■ **Provided entries**:
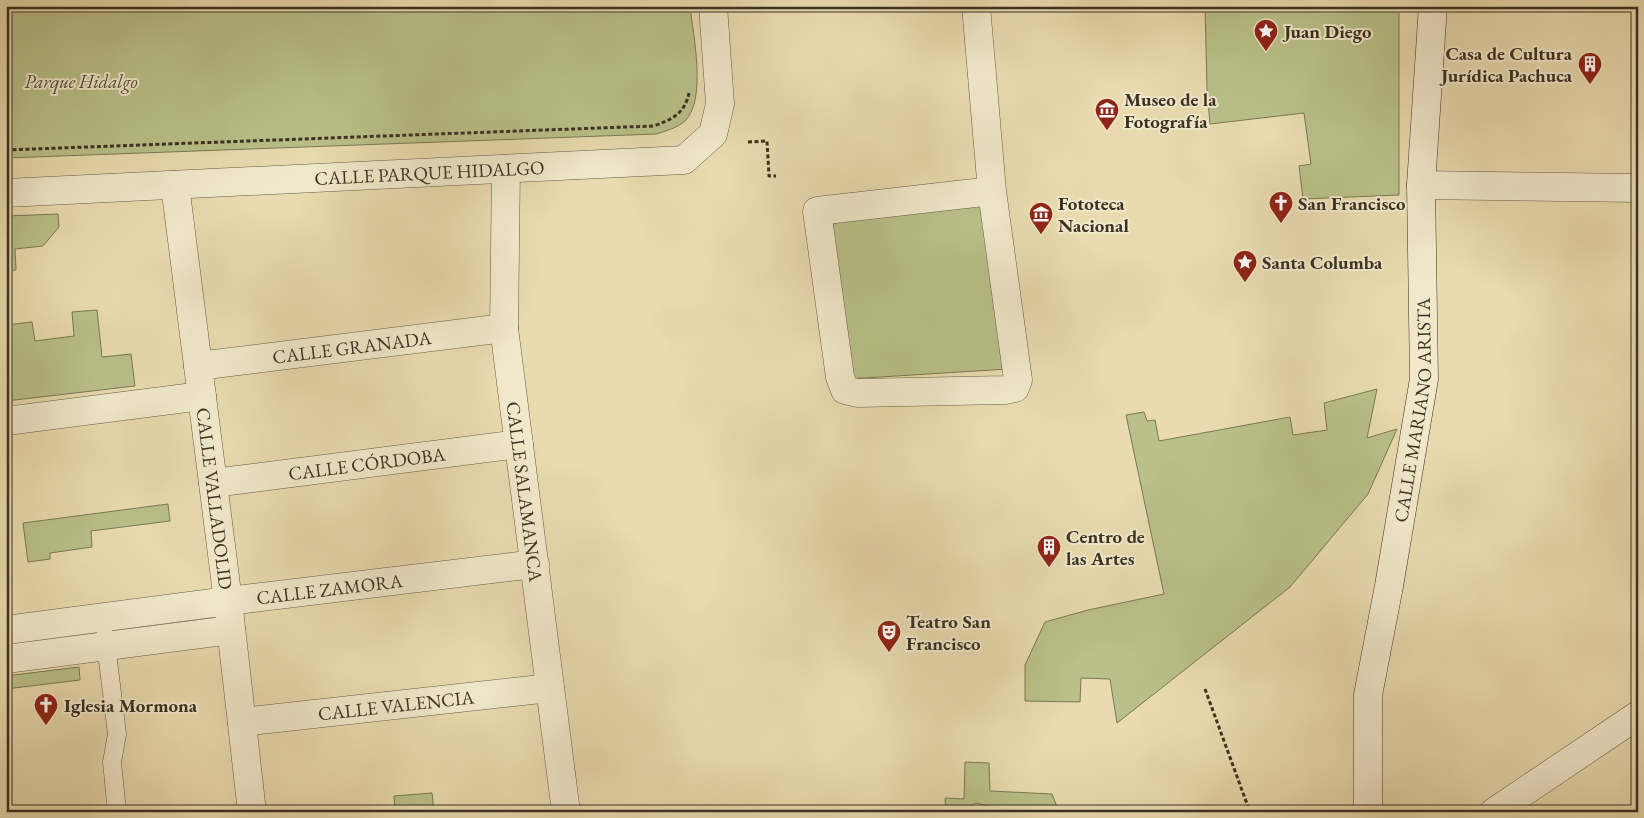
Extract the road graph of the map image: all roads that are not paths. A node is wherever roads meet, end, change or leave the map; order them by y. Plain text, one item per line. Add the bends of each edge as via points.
1 (713, 6) edge
2 (976, 6) edge
3 (1433, 6) edge
4 (506, 169) junction
5 (175, 185) junction
6 (1422, 185) junction
7 (1638, 188) edge
8 (992, 191) junction
9 (6, 193) edge
10 (504, 328) junction
11 (198, 366) junction
12 (202, 396) junction
13 (6, 421) edge
14 (520, 444) junction
15 (213, 483) junction
16 (534, 564) junction
17 (228, 601) junction
18 (102, 618) junction
19 (6, 630) edge
20 (231, 630) junction
21 (106, 646) junction
22 (6, 659) edge
23 (550, 688) junction
24 (1638, 715) edge
25 (242, 722) junction
26 (118, 812) edge
27 (252, 812) edge
28 (566, 812) edge
29 (1368, 812) edge
30 (1494, 812) edge

1 - 4 street, CALLE PARQUE HIDALGO via 720,104 713,134 684,160
2 - 8 street
3 - 6 street, CALLE MARIANO ARISTA
4 - 5 street, CALLE PARQUE HIDALGO
4 - 10 street, CALLE SALAMANCA
5 - 9 street, CALLE PARQUE HIDALGO
5 - 11 street, CALLE VALLADOLID
6 - 7 street
6 - 29 street, CALLE MARIANO ARISTA via 1424,379 1390,586 1368,695
8 - 8 street via 1018,380 1015,388 845,390 840,378 818,211
10 - 11 street, CALLE GRANADA
10 - 14 street, CALLE SALAMANCA
11 - 12 street, CALLE VALLADOLID
12 - 13 street
12 - 15 street, CALLE VALLADOLID
14 - 15 street, CALLE CÓRDOBA
14 - 16 street, CALLE SALAMANCA
15 - 17 street, CALLE VALLADOLID
16 - 17 street, CALLE ZAMORA
16 - 23 street, CALLE SALAMANCA
17 - 18 street, CALLE ZAMORA
17 - 20 street, CALLE VALLADOLID
18 - 19 street, CALLE ZAMORA
18 - 21 lane
20 - 21 street
20 - 25 street, CALLE VALLADOLID
21 - 22 street
21 - 26 lane via 117,734 112,762
23 - 25 street, CALLE VALENCIA
23 - 28 street, CALLE SALAMANCA
24 - 30 street
25 - 27 street, CALLE VALLADOLID

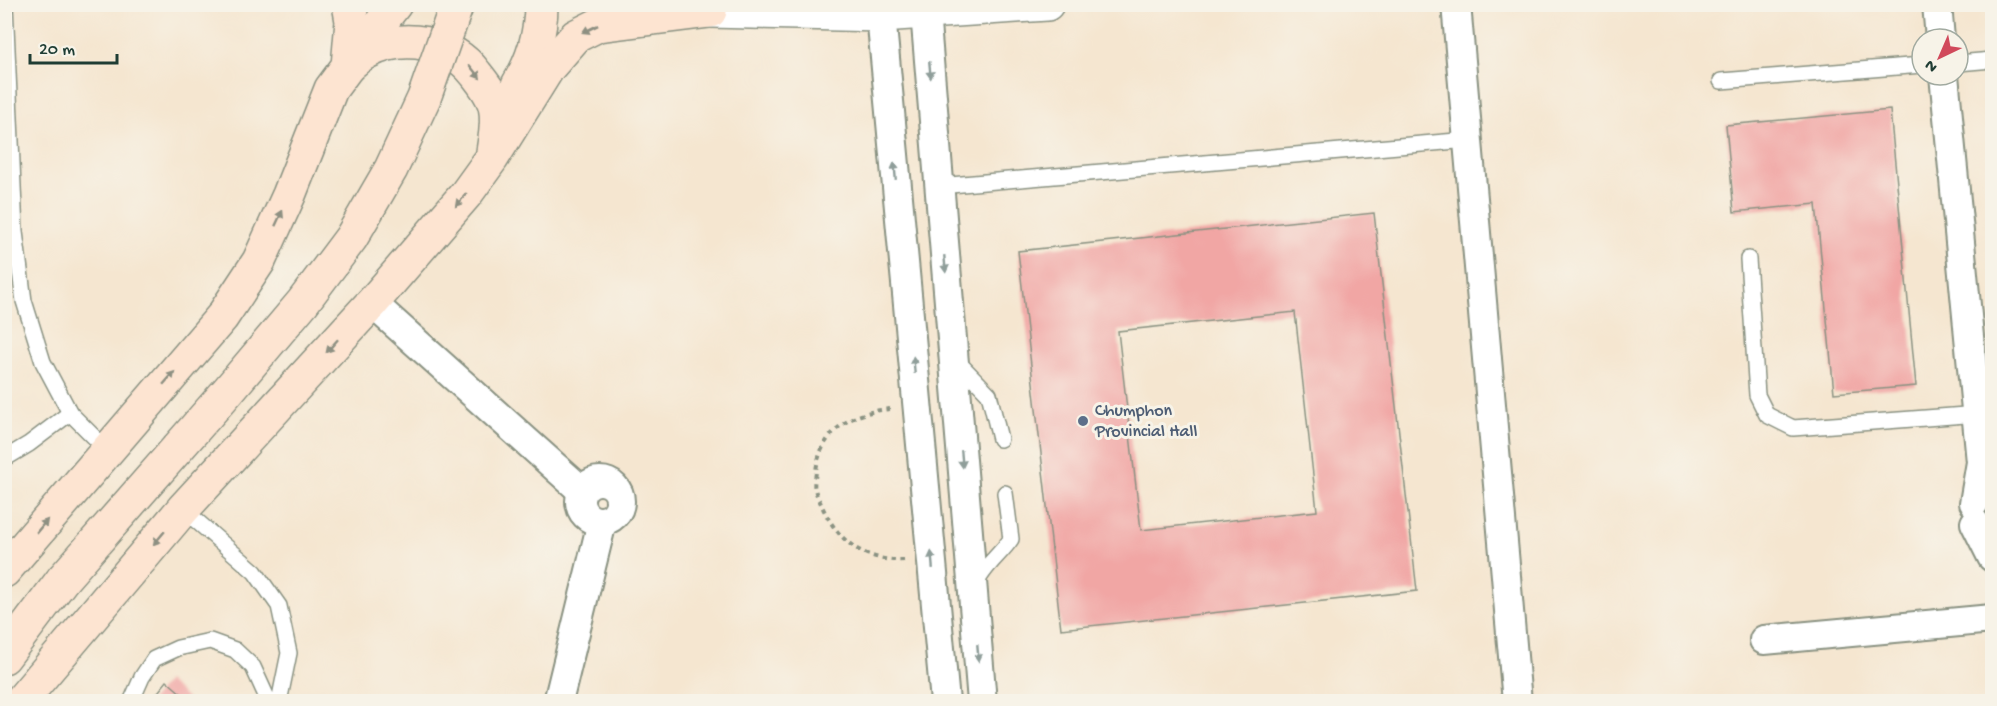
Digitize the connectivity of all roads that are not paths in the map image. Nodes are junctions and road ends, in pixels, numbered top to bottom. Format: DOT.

■ **Exercise requirements**: Write every line of the data out again exactly, leaving out all images.

■ **Task result**:
Extract the road graph of the map image: all roads that are not paths. A node is wherever roads meet, end, change or leave the map; order them by y. Plain text, one item per line. Add the bends of each edge as via points.
1 (713, 6) edge
2 (976, 6) edge
3 (1433, 6) edge
4 (506, 169) junction
5 (175, 185) junction
6 (1422, 185) junction
7 (1638, 188) edge
8 (992, 191) junction
9 (6, 193) edge
10 (504, 328) junction
11 (198, 366) junction
12 (202, 396) junction
13 (6, 421) edge
14 (520, 444) junction
15 (213, 483) junction
16 (534, 564) junction
17 (228, 601) junction
18 (102, 618) junction
19 (6, 630) edge
20 (231, 630) junction
21 (106, 646) junction
22 (6, 659) edge
23 (550, 688) junction
24 (1638, 715) edge
25 (242, 722) junction
26 (118, 812) edge
27 (252, 812) edge
28 (566, 812) edge
29 (1368, 812) edge
30 (1494, 812) edge

1 - 4 street, CALLE PARQUE HIDALGO via 720,104 713,134 684,160
2 - 8 street
3 - 6 street, CALLE MARIANO ARISTA
4 - 5 street, CALLE PARQUE HIDALGO
4 - 10 street, CALLE SALAMANCA
5 - 9 street, CALLE PARQUE HIDALGO
5 - 11 street, CALLE VALLADOLID
6 - 7 street
6 - 29 street, CALLE MARIANO ARISTA via 1424,379 1390,586 1368,695
8 - 8 street via 1018,380 1015,388 845,390 840,378 818,211
10 - 11 street, CALLE GRANADA
10 - 14 street, CALLE SALAMANCA
11 - 12 street, CALLE VALLADOLID
12 - 13 street
12 - 15 street, CALLE VALLADOLID
14 - 15 street, CALLE CÓRDOBA
14 - 16 street, CALLE SALAMANCA
15 - 17 street, CALLE VALLADOLID
16 - 17 street, CALLE ZAMORA
16 - 23 street, CALLE SALAMANCA
17 - 18 street, CALLE ZAMORA
17 - 20 street, CALLE VALLADOLID
18 - 19 street, CALLE ZAMORA
18 - 21 lane
20 - 21 street
20 - 25 street, CALLE VALLADOLID
21 - 22 street
21 - 26 lane via 117,734 112,762
23 - 25 street, CALLE VALENCIA
23 - 28 street, CALLE SALAMANCA
24 - 30 street
25 - 27 street, CALLE VALLADOLID

Digitize the connectivity of all roads that are not paths in the map image. Nodes are junctions and road ends, in pixels, numbered top to bottom. Format: DOT.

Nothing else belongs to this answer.